In my previous blog post I discussed about Backward elimination. In this post I will be discussing about Forward Selection using the same train dataset from assignment 3.
Forward selection typically begins with only an intercept. One tests the various variables that may be relevant, and the ‘best’ variable—where “best” is determined by some pre-determined criteria—is added to the model.
As the model continues to improve (per that same criteria) we continue the process, adding in one variable at a time and testing at each step. Once the model no longer improves with adding more variables, the process stops.
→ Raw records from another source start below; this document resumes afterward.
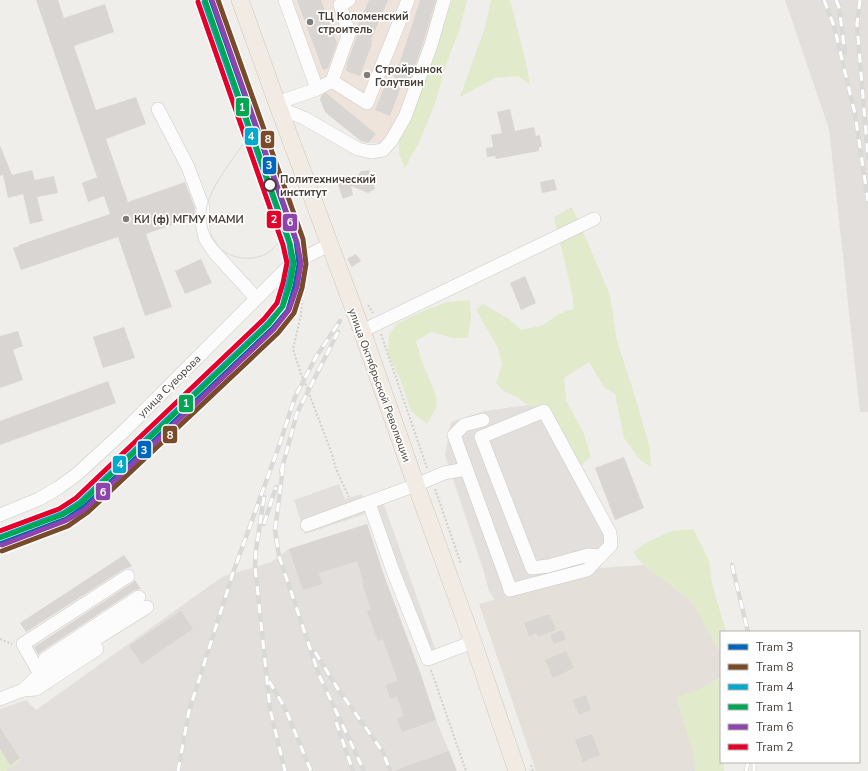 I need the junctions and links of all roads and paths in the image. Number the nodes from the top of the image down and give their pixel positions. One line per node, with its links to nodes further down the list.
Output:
1 (196, 0): 13 (path)
2 (240, 0): 9 (main road, улица Октябрьской Революции)
3 (285, 0): 8 (street)
4 (349, 0): 7 (street)
5 (408, 0): 7 (street)
6 (444, 0): 9 (street)
7 (332, 81): 8 (street)
8 (317, 89): 9 (street)
9 (277, 103): 12 (main road, улица Октябрьской Революции)
10 (158, 109): 15 (street)
11 (594, 219): 16 (street)
12 (329, 244): 14 (street, улица Суворова); 16 (main road, улица Октябрьской Революции)
13 (292, 253)
14 (305, 257): 15 (street, улица Суворова); 21 (path)
15 (256, 298): 22 (street, улица Суворова)
16 (362, 331): 19 (main road, улица Октябрьской Революции)
17 (483, 420): 18 (street)
18 (466, 469): 19 (street); 24 (street)
19 (416, 485): 20 (street); 27 (main road, улица Октябрьской Революции)
20 (369, 503): 21 (street); 29 (street)
21 (354, 509): 23 (street)
22 (0, 516)
23 (307, 526)
24 (601, 556): 24 (street)
25 (128, 576): 30 (street)
26 (86, 632): 28 (street); 30 (street); 31 (street)
27 (473, 642): 29 (street); 34 (main road, улица Октябрьской Революции)
28 (44, 659)
29 (428, 659): 33 (path)
30 (40, 674): 31 (street)
31 (23, 690): 32 (street)
32 (0, 699)
33 (466, 771)
34 (517, 771) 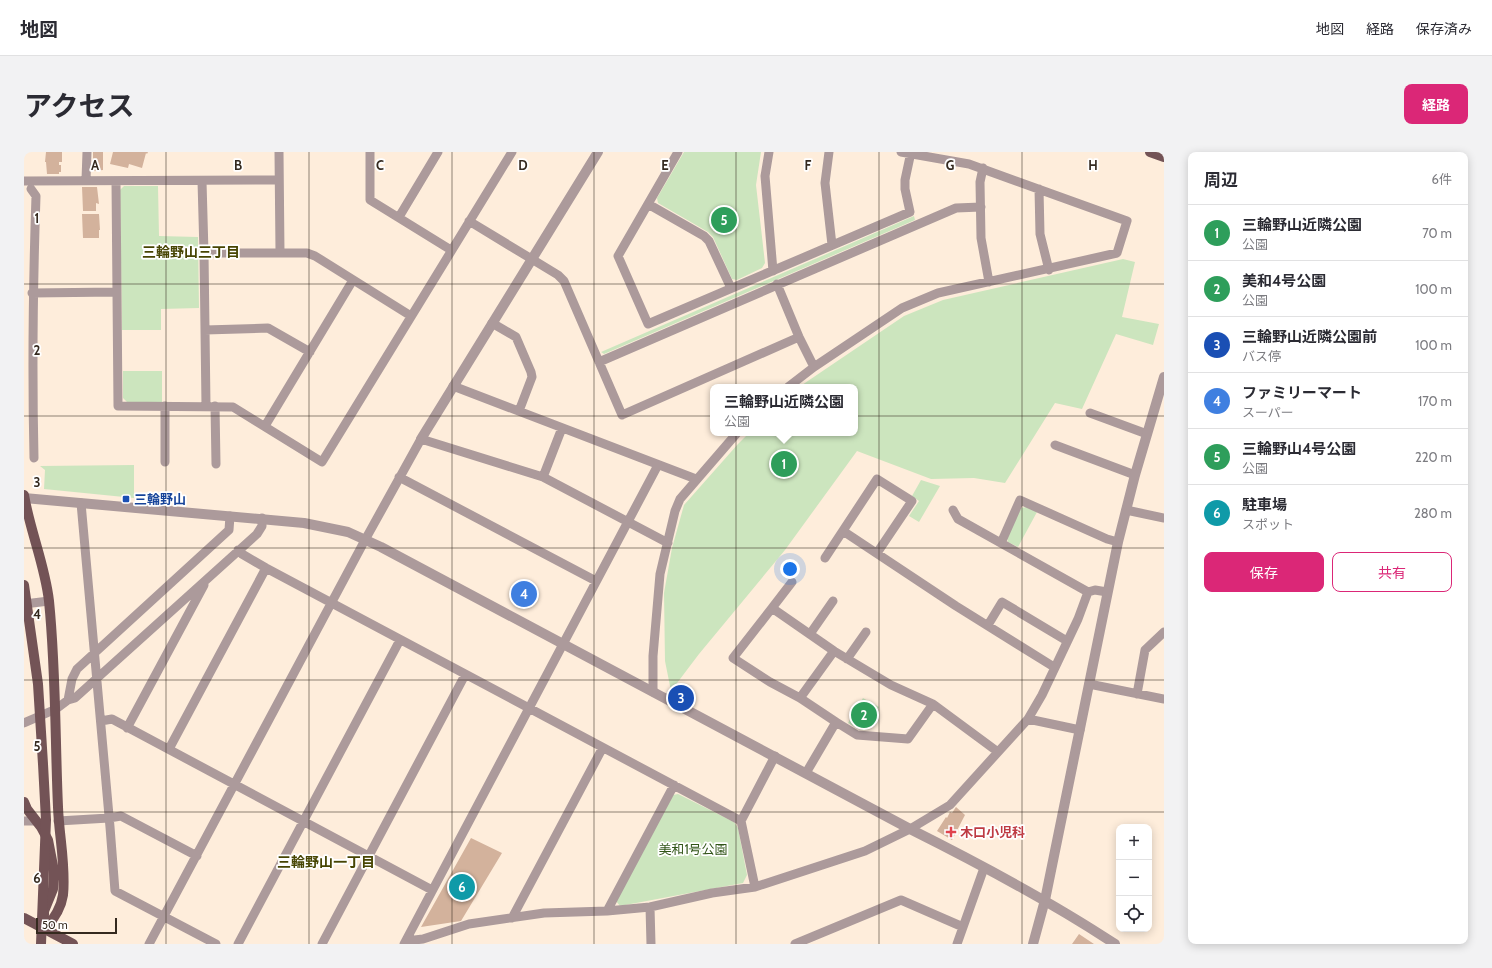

train <- read.csv("https://raw.githubusercontent.com/irene908/DATA621/main/crime-training-data_modified.csv")
The MASS package has a function stepAIC() that can be used for Forward Selection.
back_simple <- lm(target ~ 1, data=train)
back_full <- lm(target ~ ., data=train)
stepAIC(back_full, scope=list(lower=back_simple, upper=back_full), data=train, direction='forward')
## Start: AIC=-1072.6
## target ~ zn + indus + chas + nox + rm + age + dis + rad + tax +
## ptratio + lstat + medv
##
## Call:
## lm(formula = target ~ zn + indus + chas + nox + rm + age + dis +
## rad + tax + ptratio + lstat + medv, data = train)
##
## Coefficients:
## (Intercept) zn indus chas nox rm
## -1.6013725 -0.0009668 0.0031277 0.0059892 1.9722476 0.0249823
## age dis rad tax ptratio lstat
## 0.0031738 0.0125382 0.0207000 -0.0002787 0.0115287 0.0045124
## medv
## 0.0089246